In these environments, there can be minimal manual involvement during the actual production run. And the production is energy and capital-intensive. It is often relatively inexpensive to produce each item. To keep this expense low and maintain manufacturing efficiency, the production runs must be long and the interruptions limited. These manufacturing environments are, by their nature, inflexible.

Many Lean manufacturing proponents like to propose converting all manufacturing environments to “flexible” settings. Many are not flexible. Flexibility is determined in the factory. Not by the desire to be flexible so that a rigid set of approaches may be placed upon the factory for its scheduling. This leads to a later point I will cover related to interactive supply and production planning.

Conclusion

The problem is that while a factory can be categorized as repetitive, it does not necessarily mean that it should be set up in SAP ERP and SAP APO as repetitive. This is because the repetitive solution in SAP does not provide that much advantage over modeling a repetitive plant as discrete. It has some significant downsides, including having less visibility with costing (which sometimes fits the repetitive requirement and sometimes not depending upon the company). To make a decision one way or another, it’s crucial to analyze the functionality provided by ERP and PP/DS and to match the requirements against the exact differences in each application. However, this is a fair amount of work to do. Getting a comprehensive list of everything different in repetitive manufacturing versus discrete in both modules is not as easy as reviewing the SAP documentation in each area. Some of the documentation can appear to be a bit grey.
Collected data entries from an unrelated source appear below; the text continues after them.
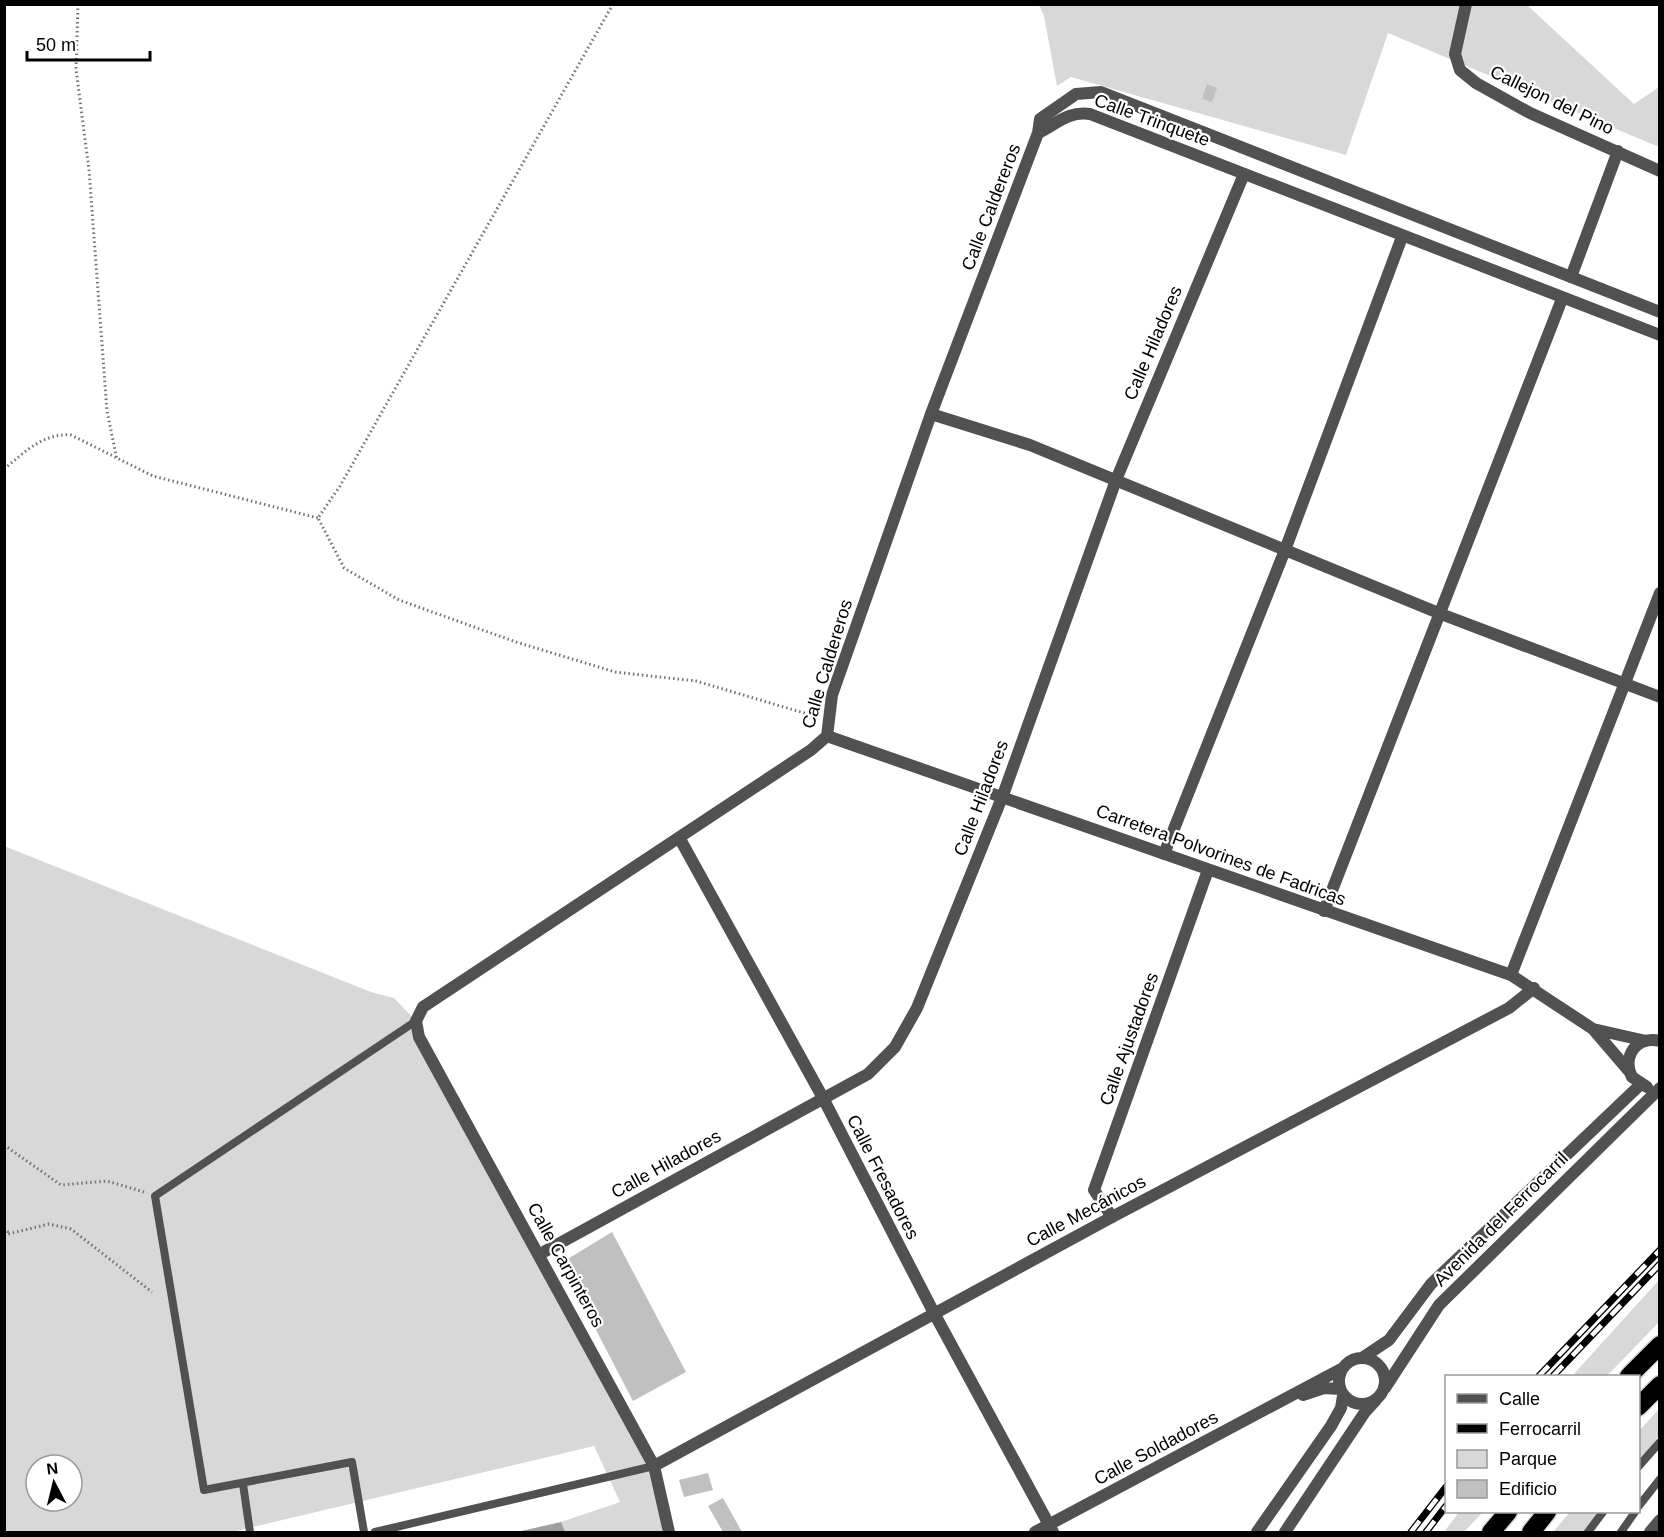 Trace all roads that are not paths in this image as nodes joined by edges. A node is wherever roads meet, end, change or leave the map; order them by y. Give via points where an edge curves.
1 (1466, 4) edge
2 (1038, 133) junction
3 (1618, 152) junction
4 (1659, 171) edge
5 (1244, 174) junction
6 (1402, 237) junction
7 (1571, 277) junction
8 (1562, 299) junction
9 (1659, 312) edge
10 (1659, 336) edge
11 (931, 414) junction
12 (1116, 480) junction
13 (1285, 550) junction
14 (1659, 593) edge
15 (1441, 614) junction
16 (1625, 684) junction
17 (1659, 697) edge
18 (827, 736) junction
19 (1003, 795) junction
20 (680, 839) junction
21 (1164, 854) junction
22 (1208, 870) junction
23 (1324, 911) junction
24 (1511, 975) junction
25 (1534, 988) junction
26 (416, 1021) junction
27 (1593, 1029) junction
28 (1646, 1041) junction
29 (1659, 1041) edge
30 (1629, 1071) junction
31 (1640, 1085) junction
32 (1659, 1087) edge
33 (823, 1098) junction
34 (1112, 1217) junction
35 (540, 1254) junction
36 (934, 1313) junction
37 (1659, 1345) edge
38 (1362, 1358) junction
39 (1343, 1368) junction
40 (1631, 1375) edge
41 (1659, 1385) edge
42 (1385, 1388) junction
43 (1342, 1392) junction
44 (1293, 1396) junction
45 (1376, 1400) junction
46 (1640, 1405) edge
47 (1659, 1442) edge
48 (1640, 1465) edge
49 (654, 1466) junction
50 (1659, 1479) edge
51 (243, 1484) junction
52 (1640, 1504) edge
53 (1507, 1513) edge
54 (1546, 1513) edge
55 (1602, 1513) edge
56 (1634, 1513) edge
57 (1659, 1520) edge
58 (1051, 1529) edge
59 (250, 1533) edge
60 (364, 1533) edge
61 (375, 1533) edge
62 (669, 1533) edge
63 (1035, 1533) edge
64 (1257, 1533) edge
65 (1285, 1533) edge
66 (1491, 1533) edge
67 (1531, 1533) edge
68 (1588, 1533) edge
69 (1621, 1533) edge
70 (1650, 1533) edge

1 - 3 street, Callejon del Pino via 1455,54 1465,75 1530,113
2 - 5 street, Calle Trinquete via 1065,116 1090,114
2 - 7 street, Calle Trinquete via 1040,119 1059,104 1076,94 1101,92
2 - 11 street, Calle Caldereros
3 - 4 street, Callejon del Pino
3 - 7 street
5 - 6 street, Calle Trinquete
5 - 12 street, Calle Hiladores
6 - 8 street, Calle Trinquete
6 - 13 street
7 - 9 street, Calle Trinquete
8 - 10 street, Calle Trinquete
8 - 15 street
11 - 12 street via 1030,445
11 - 18 street, Calle Caldereros via 832,695
12 - 13 street
12 - 19 street, Calle Hiladores
13 - 15 street
13 - 21 street
14 - 16 street
15 - 16 street
15 - 23 street
16 - 17 street
16 - 24 street
18 - 19 street, Carretera Polvorines de Fadricas
18 - 20 street, Calle Caldereros
19 - 21 street, Carretera Polvorines de Fadricas
19 - 33 street, Calle Hiladores via 918,1008 895,1047 868,1074
20 - 26 street, Calle Caldereros via 423,1007
20 - 33 street, Calle Fresadores
21 - 22 street, Carretera Polvorines de Fadricas
22 - 23 street, Carretera Polvorines de Fadricas
22 - 34 street, Calle Ajustadores via 1094,1190
23 - 24 street, Carretera Polvorines de Fadricas
24 - 25 street, Carretera Polvorines de Fadricas
25 - 27 street, Carretera Polvorines de Fadricas
25 - 34 street, Calle Mecánicos via 1509,1008
26 - 35 street, Calle Carpinteros via 419,1037
26 - 51 lane via 155,1196 204,1490
27 - 28 street, Carretera Polvorines de Fadricas
27 - 30 street, Carretera Polvorines de Fadricas
28 - 29 street, Carretera Polvorines de Fadricas
28 - 30 street via 1633,1049
30 - 31 street, Carretera Polvorines de Fadricas
31 - 32 street
31 - 38 street, Avenida del Ferrocarril via 1431,1284 1389,1340
32 - 42 street, Avenida del Ferrocarril via 1440,1305
33 - 35 street, Calle Hiladores
33 - 36 street, Calle Fresadores
34 - 36 street, Calle Mecánicos
35 - 49 street, Calle Carpinteros
36 - 49 street, Calle Mecánicos
36 - 58 street, Calle Fresadores
37 - 40 highway
38 - 39 street, Avenida del Ferrocarril
38 - 42 street via 1381,1367
39 - 43 street via 1338,1382
39 - 44 street, Calle Soldadores
41 - 46 highway
42 - 45 street, Avenida del Ferrocarril
43 - 44 street, Calle Soldadores via 1324,1388
43 - 45 street via 1348,1401 1362,1405
43 - 64 street via 1341,1408 1331,1426
44 - 58 street, Calle Soldadores
45 - 65 street, Avenida del Ferrocarril
47 - 48 lane
49 - 61 lane
49 - 62 street, Calle Carpinteros
50 - 52 lane
51 - 59 lane
51 - 60 lane via 352,1462
53 - 66 highway
54 - 67 highway
55 - 68 lane
56 - 69 lane
57 - 70 street
58 - 63 street, Calle Soldadores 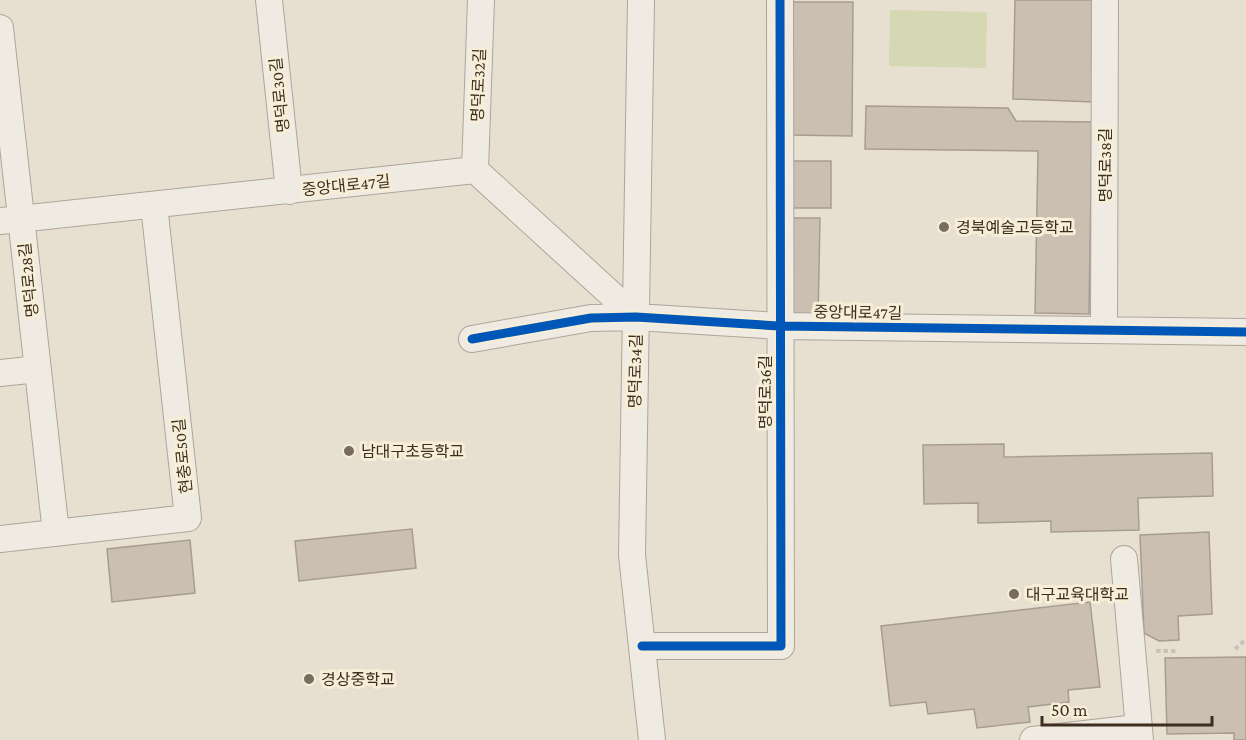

Another issue is that SAP has not done very much to enhance repetitive manufacturing functionality throughout the SAP ERP or SAP APO years. However, some of the repetitive manufacturing functionality documentation at SAP Help can result from building up expectations in this area. While I am not privy to the SAP sales process, certainly SAP sales build up the expectations of repetitive manufacturing capability with potential clients.